[Opening RECORDS SUPPLIED section]

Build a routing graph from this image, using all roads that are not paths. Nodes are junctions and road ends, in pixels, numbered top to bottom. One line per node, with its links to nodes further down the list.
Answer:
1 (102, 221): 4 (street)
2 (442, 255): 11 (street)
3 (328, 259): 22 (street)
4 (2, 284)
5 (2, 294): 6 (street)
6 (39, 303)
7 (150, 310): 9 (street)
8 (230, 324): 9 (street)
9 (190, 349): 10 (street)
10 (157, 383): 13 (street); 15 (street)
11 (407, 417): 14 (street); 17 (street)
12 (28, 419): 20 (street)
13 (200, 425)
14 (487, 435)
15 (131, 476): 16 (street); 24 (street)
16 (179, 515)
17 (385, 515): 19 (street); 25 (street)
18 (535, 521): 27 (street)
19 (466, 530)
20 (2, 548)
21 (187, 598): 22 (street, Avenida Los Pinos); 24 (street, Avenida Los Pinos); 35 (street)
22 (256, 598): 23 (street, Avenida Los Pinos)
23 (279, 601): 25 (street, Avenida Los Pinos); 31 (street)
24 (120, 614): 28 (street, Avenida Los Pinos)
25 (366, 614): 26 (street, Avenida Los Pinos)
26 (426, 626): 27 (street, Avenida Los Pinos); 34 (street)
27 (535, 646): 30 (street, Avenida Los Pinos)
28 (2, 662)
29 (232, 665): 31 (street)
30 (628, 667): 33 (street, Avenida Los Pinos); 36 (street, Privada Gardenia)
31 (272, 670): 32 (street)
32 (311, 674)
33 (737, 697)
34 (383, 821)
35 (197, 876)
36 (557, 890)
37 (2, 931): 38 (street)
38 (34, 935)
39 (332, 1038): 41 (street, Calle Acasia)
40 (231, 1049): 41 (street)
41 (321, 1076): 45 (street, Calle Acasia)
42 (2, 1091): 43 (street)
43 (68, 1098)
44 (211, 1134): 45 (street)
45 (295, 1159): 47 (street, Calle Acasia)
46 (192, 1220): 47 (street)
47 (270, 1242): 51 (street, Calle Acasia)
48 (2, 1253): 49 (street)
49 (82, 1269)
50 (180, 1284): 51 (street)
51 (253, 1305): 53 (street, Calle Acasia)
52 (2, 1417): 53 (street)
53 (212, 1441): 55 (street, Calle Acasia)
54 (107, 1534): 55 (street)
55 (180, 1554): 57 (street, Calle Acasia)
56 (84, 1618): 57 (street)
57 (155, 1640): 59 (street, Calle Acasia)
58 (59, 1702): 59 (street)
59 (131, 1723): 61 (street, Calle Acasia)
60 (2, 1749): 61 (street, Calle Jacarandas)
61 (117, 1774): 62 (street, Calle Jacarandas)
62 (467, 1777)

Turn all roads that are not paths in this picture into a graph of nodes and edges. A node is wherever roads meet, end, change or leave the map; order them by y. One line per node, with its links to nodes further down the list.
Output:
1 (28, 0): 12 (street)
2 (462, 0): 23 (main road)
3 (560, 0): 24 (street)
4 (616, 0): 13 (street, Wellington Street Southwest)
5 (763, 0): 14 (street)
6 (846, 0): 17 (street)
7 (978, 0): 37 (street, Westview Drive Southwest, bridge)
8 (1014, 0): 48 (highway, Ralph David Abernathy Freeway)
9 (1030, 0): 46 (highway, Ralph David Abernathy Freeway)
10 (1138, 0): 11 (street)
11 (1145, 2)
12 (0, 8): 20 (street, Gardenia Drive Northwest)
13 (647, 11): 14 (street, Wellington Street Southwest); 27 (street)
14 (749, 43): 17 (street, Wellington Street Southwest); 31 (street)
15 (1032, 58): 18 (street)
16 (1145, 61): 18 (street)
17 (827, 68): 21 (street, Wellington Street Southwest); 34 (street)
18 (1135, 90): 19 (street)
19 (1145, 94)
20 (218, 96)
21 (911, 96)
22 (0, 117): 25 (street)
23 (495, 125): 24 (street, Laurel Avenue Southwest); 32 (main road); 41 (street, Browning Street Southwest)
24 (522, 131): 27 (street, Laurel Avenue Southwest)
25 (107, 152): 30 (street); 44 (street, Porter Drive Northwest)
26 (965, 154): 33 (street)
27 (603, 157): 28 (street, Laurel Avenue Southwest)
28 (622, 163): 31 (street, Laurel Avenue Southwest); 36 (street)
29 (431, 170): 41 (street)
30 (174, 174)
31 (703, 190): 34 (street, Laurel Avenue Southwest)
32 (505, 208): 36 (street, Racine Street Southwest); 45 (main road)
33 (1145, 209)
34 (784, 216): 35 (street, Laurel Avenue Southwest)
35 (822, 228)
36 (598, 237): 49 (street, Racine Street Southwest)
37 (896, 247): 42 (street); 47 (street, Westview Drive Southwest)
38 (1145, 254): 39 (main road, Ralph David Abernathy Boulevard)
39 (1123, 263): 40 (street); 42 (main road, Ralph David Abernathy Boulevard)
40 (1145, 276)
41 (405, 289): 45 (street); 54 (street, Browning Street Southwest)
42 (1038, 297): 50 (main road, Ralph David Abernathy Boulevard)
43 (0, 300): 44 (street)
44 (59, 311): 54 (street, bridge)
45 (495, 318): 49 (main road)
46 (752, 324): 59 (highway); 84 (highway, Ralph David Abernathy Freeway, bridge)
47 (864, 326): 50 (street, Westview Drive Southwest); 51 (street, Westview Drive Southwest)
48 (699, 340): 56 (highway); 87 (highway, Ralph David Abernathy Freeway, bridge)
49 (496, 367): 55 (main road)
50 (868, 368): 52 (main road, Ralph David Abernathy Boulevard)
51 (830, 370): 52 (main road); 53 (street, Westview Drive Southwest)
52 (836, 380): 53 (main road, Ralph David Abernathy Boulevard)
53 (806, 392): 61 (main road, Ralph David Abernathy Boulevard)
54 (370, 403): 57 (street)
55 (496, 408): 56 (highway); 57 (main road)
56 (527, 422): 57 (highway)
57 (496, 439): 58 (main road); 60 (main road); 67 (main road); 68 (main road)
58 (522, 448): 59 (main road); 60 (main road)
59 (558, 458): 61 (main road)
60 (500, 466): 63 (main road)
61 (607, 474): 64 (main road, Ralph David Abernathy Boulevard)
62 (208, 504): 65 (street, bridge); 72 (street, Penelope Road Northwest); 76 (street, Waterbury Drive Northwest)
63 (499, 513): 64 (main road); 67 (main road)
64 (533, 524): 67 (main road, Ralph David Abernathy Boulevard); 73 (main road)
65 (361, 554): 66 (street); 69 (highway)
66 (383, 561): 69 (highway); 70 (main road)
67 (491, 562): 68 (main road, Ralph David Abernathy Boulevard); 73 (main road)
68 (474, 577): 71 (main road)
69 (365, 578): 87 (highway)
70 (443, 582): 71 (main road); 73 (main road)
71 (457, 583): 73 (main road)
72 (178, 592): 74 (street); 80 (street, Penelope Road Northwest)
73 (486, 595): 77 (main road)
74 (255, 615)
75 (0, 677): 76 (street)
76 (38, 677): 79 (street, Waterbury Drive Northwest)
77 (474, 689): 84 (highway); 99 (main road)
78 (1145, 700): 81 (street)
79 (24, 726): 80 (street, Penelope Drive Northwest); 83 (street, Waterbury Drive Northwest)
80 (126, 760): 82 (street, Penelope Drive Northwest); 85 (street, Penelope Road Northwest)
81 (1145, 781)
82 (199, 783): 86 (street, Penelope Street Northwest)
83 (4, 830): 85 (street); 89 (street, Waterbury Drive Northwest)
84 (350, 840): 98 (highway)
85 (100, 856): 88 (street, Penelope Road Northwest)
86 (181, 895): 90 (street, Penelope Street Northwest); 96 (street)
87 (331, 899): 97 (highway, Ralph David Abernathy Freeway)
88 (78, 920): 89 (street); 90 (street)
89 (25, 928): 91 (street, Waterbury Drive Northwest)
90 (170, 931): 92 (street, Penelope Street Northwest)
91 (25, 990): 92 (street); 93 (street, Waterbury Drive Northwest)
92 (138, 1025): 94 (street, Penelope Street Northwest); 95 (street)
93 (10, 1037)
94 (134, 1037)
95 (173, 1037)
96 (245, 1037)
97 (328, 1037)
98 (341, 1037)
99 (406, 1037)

[Closing RECORDS SUPPLIED section]

TASK ITEM => Please work out how many lines in the data include "Racine"; write that number only.

EXPECTED ANSWER => 2